The plant thus referred to in the Gardener's Chronicle is now represented from a specimen received from Chatsworth, and it will be admitted that it deserves all that was said of it. It has also been published in the Botanical Magazine by Sir W. Hooker, who states that for the opportunity of figuring this truly splendid plant he is indebted "to Mrs. Spode, the lady of Joshua Spode, Esq., Armitage Park, Rugely, Staffordshire, whose gardens and rare exotics are celebrated in the neighborhood, and are likely to be still more so from the taste and skill displayed by their generous proprietors, and by the zeal and energy of their intelligent head gardener." Sir William adds that the living plant at Kew, from Mrs. Spode, as well as the cut specimens received from Armitage, and others sent by Mr. Davison from Sir W. Molesworth's tropical aquarium at Pencarrow, Cornwall, amply justify all that is said in the Gardener's Chronicle.
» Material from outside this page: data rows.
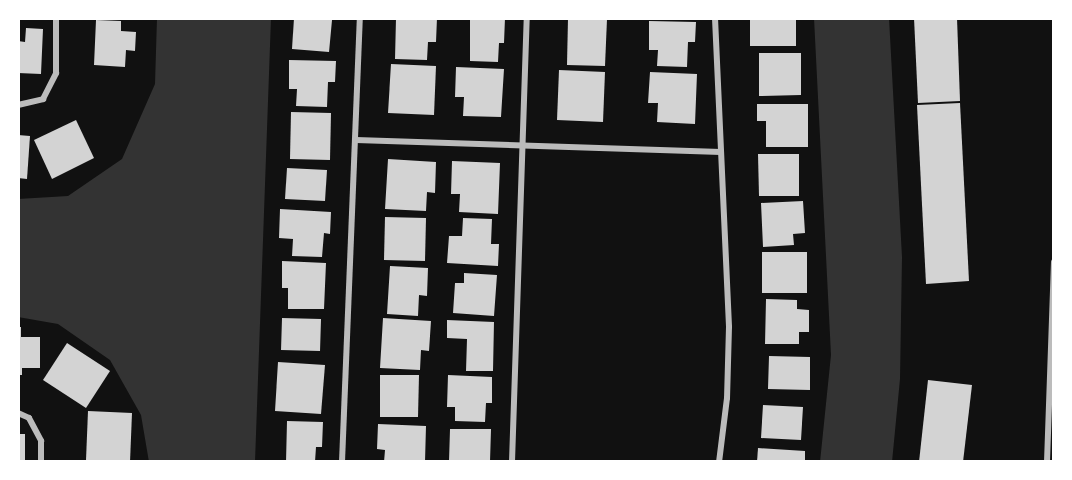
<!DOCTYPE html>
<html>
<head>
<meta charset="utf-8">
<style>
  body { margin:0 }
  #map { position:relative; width:1072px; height:480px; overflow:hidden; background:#111; font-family:Overpass,sans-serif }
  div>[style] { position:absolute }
  .water>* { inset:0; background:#333 }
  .building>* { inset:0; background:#d3d3d3 }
  .minor>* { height:6px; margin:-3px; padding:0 3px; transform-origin:3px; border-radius:3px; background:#bcbcbc }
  span { translate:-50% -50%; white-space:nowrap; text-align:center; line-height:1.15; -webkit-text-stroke:5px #fff; paint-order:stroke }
  .frame { position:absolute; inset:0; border:20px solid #fff; pointer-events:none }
</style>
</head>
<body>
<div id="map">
  <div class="water">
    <i style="clip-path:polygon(157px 18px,271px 18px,255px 462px,149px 462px,141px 415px,110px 360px,58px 324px,18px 317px,18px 199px,68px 196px,122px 159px,155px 84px)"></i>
    <i style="clip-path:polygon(814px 18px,889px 18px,902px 257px,900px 379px,892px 462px,820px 462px,831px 355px)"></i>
  </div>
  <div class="building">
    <i style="clip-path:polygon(294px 18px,332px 20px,329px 52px,292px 49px)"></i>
    <i style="clip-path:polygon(396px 18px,437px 18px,436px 42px,428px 42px,427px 60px,395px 59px)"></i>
    <i style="clip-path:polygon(470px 18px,505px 18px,504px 43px,499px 43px,498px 62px,470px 61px)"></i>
    <i style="clip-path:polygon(568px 18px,607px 19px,605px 66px,567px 65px)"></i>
    <i style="clip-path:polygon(750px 18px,796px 18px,796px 46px,750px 46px)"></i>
    <i style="clip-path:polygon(914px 18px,957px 18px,960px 101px,918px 103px)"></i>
    <i style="clip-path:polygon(96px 20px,121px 21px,121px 31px,136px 32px,135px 51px,126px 50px,125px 67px,94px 65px)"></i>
    <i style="clip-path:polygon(649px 21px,696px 22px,695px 42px,688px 42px,687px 67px,657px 66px,658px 50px,649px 50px)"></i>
    <i style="clip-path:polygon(26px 28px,43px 29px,41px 74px,18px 73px,18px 41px,25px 42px)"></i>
    <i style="clip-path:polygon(759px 53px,801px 53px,801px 95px,759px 96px)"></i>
    <i style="clip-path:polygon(289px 60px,336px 61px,335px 82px,328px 82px,327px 107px,296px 106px,297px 89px,289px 89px)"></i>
    <i style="clip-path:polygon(391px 64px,436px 66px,434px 115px,388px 113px)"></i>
    <i style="clip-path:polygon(456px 67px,504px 69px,501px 117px,463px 116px,464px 97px,455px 97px)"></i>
    <i style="clip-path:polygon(559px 70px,605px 72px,603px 122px,557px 120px)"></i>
    <i style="clip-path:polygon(650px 72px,697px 74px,695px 124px,657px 122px,658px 103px,648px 103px)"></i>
    <i style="clip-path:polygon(960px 103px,969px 281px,926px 284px,917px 105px)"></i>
    <i style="clip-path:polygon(757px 104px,808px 104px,808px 147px,766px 147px,766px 121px,757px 121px)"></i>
    <i style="clip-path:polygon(291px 112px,331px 113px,330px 160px,290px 159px)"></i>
    <i style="clip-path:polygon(76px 120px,94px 158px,52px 179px,34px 140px)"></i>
    <i style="clip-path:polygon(18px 135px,30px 136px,27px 179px,18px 178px)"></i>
    <i style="clip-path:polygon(758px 154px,799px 154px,799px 196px,759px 196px)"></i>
    <i style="clip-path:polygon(388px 159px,436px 162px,435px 193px,427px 192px,426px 211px,385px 209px)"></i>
    <i style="clip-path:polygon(452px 161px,500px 163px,498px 214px,459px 212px,460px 194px,451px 194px)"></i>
    <i style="clip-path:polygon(287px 168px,327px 170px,325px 201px,285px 199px)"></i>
    <i style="clip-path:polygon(803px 201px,805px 233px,793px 234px,794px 245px,763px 247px,761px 203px)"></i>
    <i style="clip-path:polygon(280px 209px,331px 212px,330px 234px,324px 233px,322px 257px,292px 256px,293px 239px,279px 238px)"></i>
    <i style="clip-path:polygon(385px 217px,426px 218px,425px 261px,384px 260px)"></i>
    <i style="clip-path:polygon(463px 218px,492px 219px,491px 244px,499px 244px,498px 266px,447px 263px,449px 236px,462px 236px)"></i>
    <i style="clip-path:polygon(762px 252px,807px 252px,807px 293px,762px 293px)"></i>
    <i style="clip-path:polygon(282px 261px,326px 263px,324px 309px,288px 309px,288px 288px,282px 288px)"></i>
    <i style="clip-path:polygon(390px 266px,428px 268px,427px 296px,419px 295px,418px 316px,387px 314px)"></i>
    <i style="clip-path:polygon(464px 273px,497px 275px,494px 316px,453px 313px,455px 283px,464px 283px)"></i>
    <i style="clip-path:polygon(766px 299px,797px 300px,797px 309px,809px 310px,809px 332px,799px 332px,799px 344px,765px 344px)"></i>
    <i style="clip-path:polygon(282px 318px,321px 319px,320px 351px,281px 350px)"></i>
    <i style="clip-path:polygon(383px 318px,431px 321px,429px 351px,421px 350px,420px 370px,380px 368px)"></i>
    <i style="clip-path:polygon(447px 320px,494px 322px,493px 371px,466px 371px,467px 339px,447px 338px)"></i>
    <i style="clip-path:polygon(18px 327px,21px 327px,21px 337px,40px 337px,40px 368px,22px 368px,22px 375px,18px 375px)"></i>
    <i style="clip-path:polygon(67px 343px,110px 371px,86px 408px,43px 380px)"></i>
    <i style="clip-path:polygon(769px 356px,810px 357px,810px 390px,768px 389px)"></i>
    <i style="clip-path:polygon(278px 362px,325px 365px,321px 414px,275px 411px)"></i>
    <i style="clip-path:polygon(380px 375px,419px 375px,418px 417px,380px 417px)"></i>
    <i style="clip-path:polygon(448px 375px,492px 377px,492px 403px,486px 403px,485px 422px,455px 421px,455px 407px,447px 407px)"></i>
    <i style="clip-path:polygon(928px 380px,972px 385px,963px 462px,919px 462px)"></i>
    <i style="clip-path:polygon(763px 405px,803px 407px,801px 440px,761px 438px)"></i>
    <i style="clip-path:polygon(88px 411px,132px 413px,130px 462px,86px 460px)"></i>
    <i style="clip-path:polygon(287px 421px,323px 422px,322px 447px,316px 447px,315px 462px,286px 462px)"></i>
    <i style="clip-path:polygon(378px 424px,426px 426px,425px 462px,384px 462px,385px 450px,377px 449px)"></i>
    <i style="clip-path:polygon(450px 429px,491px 429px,490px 462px,449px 462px)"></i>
    <i style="clip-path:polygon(18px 434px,25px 434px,25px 462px,18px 462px)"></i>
    <i style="clip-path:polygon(758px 448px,805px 451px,805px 462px,757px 462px)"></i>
  </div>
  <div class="minor">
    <i style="left:715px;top:18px;width:309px;rotate:87.4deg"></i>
    <i style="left:729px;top:327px;width:71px;rotate:91.6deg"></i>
    <i style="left:727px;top:398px;width:64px;rotate:97.1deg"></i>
    <i style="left:18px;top:105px;width:26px;rotate:-13deg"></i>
    <i style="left:43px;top:99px;width:29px;rotate:-63deg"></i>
    <i style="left:56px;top:73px;width:55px;rotate:-90deg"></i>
    <i style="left:356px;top:140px;width:365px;rotate:1.9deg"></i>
    <i style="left:18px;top:413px;width:12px;rotate:24deg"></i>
    <i style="left:29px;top:418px;width:26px;rotate:62deg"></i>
    <i style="left:41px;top:441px;width:21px;rotate:90deg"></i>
    <i style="left:342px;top:462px;width:444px;rotate:-87.7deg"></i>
    <i style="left:512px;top:462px;width:444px;rotate:-88.1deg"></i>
    <i style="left:1047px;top:462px;width:200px;rotate:-88deg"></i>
  </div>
  <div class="frame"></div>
</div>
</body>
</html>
Mr. Davison observes, that with him Devoniensis grows and flowers most freely, planted in rough turf taken from a pasture and laid in a heap one year previous to its being used, with one-sixth of dried cow-dung. The water in the tank in which it grows is kept at 75° to 80°.

We should add that Sir W. Hooker raises the question of whether N. dentata may not have been one of the parents of N. Devoniensis, rather than N. Lotus. He remarks that N. Lotus and N. dentata are very closely allied species, if they be really and truly distinct. He thinks that the pale and depressed calyx of N. dentata, giving that part a somewhat conical form, furnishes what may perhaps prove a distinguishing mark, and that character he finds in N. Devoniensis. Mr. Davison, at Pencarrow Gardens, also speaks of the N. Devoniensis as "a hybrid between N. rubra and N. dentata."